Of course, the other reason he hadn’t told them was that they still blamed him for Richard Carlisle’s death. He knew they did. Because he still blamed himself.
Pushing down the sickening guilt at the thought of that terrible night two years ago, he leaned forward, keen to nail down terms. “So you’re considering—”
A clatter went up outside. Angry shouts and jeers joined the loud rattle of running hooves approaching wildly down the cobblestone street.
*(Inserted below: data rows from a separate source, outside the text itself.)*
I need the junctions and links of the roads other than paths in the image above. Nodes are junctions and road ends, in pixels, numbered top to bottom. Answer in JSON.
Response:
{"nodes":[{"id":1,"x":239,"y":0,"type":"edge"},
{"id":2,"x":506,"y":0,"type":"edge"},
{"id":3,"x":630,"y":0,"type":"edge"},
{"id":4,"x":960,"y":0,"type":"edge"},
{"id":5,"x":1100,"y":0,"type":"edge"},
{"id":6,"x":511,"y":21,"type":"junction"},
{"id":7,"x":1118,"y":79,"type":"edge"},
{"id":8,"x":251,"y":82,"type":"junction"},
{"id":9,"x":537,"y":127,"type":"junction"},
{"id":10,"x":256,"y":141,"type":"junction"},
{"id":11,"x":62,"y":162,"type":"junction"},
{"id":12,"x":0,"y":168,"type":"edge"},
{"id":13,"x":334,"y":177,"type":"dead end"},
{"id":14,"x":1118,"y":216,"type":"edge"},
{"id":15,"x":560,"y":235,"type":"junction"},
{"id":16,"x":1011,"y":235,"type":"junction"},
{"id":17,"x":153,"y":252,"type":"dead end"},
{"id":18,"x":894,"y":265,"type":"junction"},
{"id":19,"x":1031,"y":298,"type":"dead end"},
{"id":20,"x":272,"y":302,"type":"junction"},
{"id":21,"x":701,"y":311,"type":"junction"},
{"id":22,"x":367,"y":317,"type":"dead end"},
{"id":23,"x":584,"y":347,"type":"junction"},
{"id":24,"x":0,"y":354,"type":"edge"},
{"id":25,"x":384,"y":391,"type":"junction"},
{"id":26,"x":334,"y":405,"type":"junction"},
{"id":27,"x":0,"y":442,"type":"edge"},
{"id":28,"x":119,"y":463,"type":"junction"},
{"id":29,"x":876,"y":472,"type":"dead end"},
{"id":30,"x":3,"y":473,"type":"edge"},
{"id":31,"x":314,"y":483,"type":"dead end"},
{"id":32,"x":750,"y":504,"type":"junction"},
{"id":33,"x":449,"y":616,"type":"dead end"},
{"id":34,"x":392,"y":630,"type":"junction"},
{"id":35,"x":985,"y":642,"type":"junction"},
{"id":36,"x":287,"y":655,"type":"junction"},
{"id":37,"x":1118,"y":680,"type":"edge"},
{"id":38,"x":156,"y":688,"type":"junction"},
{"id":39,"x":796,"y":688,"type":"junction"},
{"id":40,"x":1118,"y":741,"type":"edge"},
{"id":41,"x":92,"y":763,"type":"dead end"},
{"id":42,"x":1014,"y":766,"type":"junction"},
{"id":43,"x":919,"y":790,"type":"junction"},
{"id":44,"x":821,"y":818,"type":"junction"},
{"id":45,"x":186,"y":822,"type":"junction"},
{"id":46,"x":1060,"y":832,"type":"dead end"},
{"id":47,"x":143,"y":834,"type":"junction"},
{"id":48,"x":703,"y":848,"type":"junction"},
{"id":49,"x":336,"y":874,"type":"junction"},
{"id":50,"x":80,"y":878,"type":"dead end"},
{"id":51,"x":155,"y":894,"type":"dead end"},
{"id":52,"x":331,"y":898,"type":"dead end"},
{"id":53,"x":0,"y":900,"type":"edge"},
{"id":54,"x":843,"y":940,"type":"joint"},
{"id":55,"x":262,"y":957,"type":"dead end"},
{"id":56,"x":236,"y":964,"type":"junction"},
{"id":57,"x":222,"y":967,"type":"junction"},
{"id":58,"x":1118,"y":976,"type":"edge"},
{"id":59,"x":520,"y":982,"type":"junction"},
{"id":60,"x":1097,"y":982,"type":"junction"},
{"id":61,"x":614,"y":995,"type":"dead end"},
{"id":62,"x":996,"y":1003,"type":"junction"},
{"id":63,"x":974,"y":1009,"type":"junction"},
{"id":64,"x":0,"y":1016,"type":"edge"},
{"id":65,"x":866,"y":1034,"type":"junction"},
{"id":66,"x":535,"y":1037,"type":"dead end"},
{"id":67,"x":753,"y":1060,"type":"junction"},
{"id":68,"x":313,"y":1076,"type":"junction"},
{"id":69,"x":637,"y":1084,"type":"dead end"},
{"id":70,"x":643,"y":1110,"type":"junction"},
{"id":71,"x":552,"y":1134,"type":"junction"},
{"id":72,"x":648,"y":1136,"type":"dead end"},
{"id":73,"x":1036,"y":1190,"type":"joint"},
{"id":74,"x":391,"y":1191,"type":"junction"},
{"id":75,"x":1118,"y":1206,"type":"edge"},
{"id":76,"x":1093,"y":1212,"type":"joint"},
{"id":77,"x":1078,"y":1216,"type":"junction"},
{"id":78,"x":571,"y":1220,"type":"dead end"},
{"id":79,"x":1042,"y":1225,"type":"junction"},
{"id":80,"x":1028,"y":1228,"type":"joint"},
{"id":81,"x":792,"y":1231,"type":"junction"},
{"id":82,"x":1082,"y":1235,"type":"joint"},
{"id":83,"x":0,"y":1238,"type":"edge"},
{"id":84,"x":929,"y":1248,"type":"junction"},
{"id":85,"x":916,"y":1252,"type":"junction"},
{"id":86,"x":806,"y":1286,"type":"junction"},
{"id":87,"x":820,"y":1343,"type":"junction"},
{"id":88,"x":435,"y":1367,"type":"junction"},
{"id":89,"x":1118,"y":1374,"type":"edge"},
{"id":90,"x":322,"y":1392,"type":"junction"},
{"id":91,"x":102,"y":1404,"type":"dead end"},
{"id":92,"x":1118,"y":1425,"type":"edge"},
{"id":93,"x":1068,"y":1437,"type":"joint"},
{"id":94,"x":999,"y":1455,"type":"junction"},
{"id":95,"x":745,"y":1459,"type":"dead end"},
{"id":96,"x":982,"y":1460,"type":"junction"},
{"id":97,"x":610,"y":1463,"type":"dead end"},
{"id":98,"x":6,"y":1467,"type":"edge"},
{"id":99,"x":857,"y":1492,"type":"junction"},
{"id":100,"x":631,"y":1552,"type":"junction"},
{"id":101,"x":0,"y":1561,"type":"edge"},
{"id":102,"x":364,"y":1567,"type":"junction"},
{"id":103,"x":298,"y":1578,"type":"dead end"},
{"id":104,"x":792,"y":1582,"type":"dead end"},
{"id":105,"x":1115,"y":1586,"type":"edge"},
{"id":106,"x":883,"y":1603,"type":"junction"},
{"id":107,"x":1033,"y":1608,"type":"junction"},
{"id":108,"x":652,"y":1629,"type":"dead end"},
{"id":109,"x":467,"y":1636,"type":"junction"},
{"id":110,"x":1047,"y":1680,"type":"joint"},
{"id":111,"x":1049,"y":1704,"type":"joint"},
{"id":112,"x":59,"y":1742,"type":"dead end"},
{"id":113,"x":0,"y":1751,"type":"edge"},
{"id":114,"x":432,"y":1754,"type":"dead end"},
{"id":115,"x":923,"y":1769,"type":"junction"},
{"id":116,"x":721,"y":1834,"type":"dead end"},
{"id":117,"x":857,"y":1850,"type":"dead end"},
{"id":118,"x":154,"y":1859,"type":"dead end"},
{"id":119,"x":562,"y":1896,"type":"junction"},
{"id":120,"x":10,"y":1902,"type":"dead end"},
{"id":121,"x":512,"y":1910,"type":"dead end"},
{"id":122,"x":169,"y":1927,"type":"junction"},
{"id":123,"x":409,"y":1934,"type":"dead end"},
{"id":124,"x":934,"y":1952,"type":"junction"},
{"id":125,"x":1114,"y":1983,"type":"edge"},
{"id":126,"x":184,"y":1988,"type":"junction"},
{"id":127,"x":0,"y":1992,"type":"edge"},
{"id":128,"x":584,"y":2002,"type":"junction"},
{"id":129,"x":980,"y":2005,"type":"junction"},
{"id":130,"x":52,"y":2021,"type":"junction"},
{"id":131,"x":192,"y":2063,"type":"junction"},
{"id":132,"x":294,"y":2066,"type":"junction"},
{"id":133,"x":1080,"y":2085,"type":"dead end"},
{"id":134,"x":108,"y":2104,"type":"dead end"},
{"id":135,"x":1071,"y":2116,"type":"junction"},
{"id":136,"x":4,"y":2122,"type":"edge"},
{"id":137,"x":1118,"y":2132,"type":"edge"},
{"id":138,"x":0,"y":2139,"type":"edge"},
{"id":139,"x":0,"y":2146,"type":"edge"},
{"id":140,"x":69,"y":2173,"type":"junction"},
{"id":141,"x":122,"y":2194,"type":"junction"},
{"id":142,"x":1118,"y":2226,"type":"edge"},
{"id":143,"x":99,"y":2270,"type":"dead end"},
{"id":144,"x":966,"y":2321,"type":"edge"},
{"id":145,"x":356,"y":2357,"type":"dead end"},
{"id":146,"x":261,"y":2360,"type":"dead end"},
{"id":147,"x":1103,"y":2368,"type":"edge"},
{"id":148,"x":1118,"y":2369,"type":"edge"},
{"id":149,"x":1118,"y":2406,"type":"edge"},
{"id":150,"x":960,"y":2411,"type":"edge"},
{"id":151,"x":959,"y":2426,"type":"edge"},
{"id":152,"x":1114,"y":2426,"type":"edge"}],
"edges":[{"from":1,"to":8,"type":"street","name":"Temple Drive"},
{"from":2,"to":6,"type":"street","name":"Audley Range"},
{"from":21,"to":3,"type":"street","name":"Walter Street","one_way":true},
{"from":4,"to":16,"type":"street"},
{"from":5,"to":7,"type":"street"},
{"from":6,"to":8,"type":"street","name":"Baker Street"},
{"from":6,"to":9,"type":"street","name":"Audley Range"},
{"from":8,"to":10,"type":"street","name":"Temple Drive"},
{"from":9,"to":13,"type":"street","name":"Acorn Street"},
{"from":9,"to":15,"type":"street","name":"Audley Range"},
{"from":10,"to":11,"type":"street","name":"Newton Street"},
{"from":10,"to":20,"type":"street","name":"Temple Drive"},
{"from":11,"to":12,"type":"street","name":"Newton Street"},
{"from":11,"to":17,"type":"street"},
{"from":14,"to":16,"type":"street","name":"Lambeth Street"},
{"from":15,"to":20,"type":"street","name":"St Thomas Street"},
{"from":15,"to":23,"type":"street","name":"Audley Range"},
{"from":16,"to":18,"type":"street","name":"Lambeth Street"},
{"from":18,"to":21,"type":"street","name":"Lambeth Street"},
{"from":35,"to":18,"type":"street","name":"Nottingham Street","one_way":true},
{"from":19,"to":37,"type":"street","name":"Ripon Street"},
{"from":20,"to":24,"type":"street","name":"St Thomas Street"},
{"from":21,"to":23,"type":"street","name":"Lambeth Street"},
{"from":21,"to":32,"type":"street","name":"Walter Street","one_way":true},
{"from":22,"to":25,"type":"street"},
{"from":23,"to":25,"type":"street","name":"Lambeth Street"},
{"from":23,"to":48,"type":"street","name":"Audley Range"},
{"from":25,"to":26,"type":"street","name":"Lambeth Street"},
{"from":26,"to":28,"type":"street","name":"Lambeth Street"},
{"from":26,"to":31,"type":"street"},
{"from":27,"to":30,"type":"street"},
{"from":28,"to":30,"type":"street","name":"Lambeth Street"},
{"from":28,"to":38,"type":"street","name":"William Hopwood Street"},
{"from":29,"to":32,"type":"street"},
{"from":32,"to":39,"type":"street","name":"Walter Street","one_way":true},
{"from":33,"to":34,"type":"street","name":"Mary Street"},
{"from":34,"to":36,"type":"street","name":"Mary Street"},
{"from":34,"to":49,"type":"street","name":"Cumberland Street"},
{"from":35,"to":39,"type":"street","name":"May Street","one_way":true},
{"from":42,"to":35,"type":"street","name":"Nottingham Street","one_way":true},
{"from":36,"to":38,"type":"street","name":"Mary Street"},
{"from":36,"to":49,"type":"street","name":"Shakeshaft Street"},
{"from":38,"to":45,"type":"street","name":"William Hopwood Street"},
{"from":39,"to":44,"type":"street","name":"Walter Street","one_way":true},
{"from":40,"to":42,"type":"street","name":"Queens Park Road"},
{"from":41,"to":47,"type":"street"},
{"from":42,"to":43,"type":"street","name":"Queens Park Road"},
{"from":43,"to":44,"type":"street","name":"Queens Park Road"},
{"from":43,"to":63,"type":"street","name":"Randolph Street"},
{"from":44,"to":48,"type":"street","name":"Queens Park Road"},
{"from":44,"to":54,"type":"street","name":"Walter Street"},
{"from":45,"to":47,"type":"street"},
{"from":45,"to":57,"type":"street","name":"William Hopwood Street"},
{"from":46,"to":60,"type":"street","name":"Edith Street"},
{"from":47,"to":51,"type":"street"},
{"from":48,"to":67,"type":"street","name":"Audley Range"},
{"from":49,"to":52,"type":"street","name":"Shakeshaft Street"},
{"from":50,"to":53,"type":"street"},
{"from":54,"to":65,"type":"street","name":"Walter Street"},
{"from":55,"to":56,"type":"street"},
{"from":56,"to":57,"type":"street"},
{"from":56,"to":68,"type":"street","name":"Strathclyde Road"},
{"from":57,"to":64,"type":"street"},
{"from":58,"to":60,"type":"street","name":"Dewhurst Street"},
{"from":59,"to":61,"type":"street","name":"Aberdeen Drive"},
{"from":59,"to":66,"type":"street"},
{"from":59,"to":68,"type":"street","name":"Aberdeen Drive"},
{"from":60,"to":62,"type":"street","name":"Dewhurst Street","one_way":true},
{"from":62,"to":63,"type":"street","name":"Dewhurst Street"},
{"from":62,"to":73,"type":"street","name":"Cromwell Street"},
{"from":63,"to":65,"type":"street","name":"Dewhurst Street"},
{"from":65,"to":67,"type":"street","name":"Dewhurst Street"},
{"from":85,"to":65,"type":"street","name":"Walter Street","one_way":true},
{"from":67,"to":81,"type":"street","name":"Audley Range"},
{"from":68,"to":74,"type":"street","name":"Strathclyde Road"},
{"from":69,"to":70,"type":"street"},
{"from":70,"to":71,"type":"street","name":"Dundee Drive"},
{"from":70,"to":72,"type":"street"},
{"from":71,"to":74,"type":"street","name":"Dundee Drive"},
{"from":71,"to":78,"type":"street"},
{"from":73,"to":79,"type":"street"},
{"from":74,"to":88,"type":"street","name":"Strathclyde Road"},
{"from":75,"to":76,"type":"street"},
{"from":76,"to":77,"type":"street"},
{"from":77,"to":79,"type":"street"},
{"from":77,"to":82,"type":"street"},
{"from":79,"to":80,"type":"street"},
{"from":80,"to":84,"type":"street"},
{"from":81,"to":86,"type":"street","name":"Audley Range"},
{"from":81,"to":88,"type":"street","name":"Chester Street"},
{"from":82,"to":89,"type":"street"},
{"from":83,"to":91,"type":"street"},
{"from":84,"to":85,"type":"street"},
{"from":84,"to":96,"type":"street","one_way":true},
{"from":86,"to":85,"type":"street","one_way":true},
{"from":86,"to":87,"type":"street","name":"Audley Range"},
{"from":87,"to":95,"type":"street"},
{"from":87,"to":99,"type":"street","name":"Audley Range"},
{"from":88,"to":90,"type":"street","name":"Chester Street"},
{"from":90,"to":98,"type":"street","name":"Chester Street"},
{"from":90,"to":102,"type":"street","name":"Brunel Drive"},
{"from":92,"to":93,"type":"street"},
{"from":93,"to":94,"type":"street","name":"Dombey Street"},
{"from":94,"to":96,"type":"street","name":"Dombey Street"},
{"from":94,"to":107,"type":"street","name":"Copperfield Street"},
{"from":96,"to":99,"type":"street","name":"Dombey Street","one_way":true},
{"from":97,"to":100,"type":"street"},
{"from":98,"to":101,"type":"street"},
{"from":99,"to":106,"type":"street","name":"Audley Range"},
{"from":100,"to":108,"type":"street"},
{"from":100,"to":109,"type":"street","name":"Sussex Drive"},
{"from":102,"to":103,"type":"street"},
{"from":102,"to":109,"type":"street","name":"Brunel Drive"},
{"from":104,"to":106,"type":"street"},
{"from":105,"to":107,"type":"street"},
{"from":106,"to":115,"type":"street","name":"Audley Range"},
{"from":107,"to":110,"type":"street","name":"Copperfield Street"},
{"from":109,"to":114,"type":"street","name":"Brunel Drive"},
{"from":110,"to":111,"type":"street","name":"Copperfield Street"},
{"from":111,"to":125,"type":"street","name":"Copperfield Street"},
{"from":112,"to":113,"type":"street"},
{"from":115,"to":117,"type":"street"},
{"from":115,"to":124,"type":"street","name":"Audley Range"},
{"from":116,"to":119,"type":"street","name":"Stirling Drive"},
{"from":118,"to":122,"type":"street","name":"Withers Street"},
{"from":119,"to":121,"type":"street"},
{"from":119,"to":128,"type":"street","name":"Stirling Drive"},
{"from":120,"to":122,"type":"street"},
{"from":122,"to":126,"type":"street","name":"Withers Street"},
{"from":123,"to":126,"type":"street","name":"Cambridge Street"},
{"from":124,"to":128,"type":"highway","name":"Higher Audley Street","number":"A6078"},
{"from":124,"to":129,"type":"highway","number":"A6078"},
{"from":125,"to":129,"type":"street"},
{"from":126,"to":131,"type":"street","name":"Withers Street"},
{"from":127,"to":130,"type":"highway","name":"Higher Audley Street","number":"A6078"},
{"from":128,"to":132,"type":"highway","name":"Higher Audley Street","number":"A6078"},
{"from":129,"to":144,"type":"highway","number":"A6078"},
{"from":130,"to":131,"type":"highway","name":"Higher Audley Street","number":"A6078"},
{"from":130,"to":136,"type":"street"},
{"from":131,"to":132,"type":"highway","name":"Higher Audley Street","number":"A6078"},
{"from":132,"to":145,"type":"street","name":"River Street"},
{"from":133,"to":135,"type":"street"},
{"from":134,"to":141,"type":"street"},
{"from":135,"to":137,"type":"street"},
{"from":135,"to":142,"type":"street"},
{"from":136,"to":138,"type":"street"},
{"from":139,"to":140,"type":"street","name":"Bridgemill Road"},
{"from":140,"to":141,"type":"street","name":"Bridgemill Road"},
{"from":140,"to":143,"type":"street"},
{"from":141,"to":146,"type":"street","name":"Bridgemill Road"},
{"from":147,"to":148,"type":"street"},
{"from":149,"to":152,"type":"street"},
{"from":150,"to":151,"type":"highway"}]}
“What on earth?” Winslow frowned and stepped toward the tall window.
Robert shoved himself out of his chair to join him, tossing the butt of his cigar into the fire. Lord Daubney dropped his newspaper as he finally gave up all hope of reading it and hurried over, joining the group of men gathered at the window, to stare down at the spectacle below.
Daubney uttered in disbelief, “A phaeton—driven by a woman?”
“On St James’s Street!” The club manager was appalled.
“That’s no woman,” another gentleman clarified with a disapproving shake of his head. “That’s the Hellion.”
Robert watched as the rig raced by. Oh, that was definitely the Hellion.
He’d never spoken to the woman, nor ever laid eyes on her before, knowing her only from idle gossip. But it had to be her. No lady would have dared such a thing except her, the notorious woman who delighted in outraging the staid old guard of the ton. And judging from the sight of her, she’d proven to be just as beautiful and brazen as the gossips claimed. Had she been at a ball, the dark beauty would have had gentlemen fighting among themselves like dogs to gain the favor of her attentions. But here, on the street that housed London’s most exclusive gentlemen’s clubs and where a respectable woman would never have dared to venture a slippered foot without a male companion, they openly jeered at her.
Robert couldn’t help but smile in admiration, despite knowing firsthand the kind of rumors such an outrageous act might rain down upon her.
“And that is why my daughter is in her seventh season,” Winslow muttered beneath his breath as the rest of the men returned to their seats, the excitement over.
“Pardon?”
“That, Carlisle,” he explained, his back straightening under the weight of humiliation as he turned away from the window, “is my daughter Mariah.”
“The Hellion?” Robert exclaimed before he could stop himself, flabbergasted. His mind ran wild searching for the woman’s name. Then it hit him—Mariah Winslow.
Winslow Shipping and Trade.
Christ.
Winslow’s mouth pressed tight, seemingly offended less by the epithet that the gossips had branded on her and more by his daughter herself. “And beside her sat her sister, Evelyn, who is just as determined to mire herself in scandal.”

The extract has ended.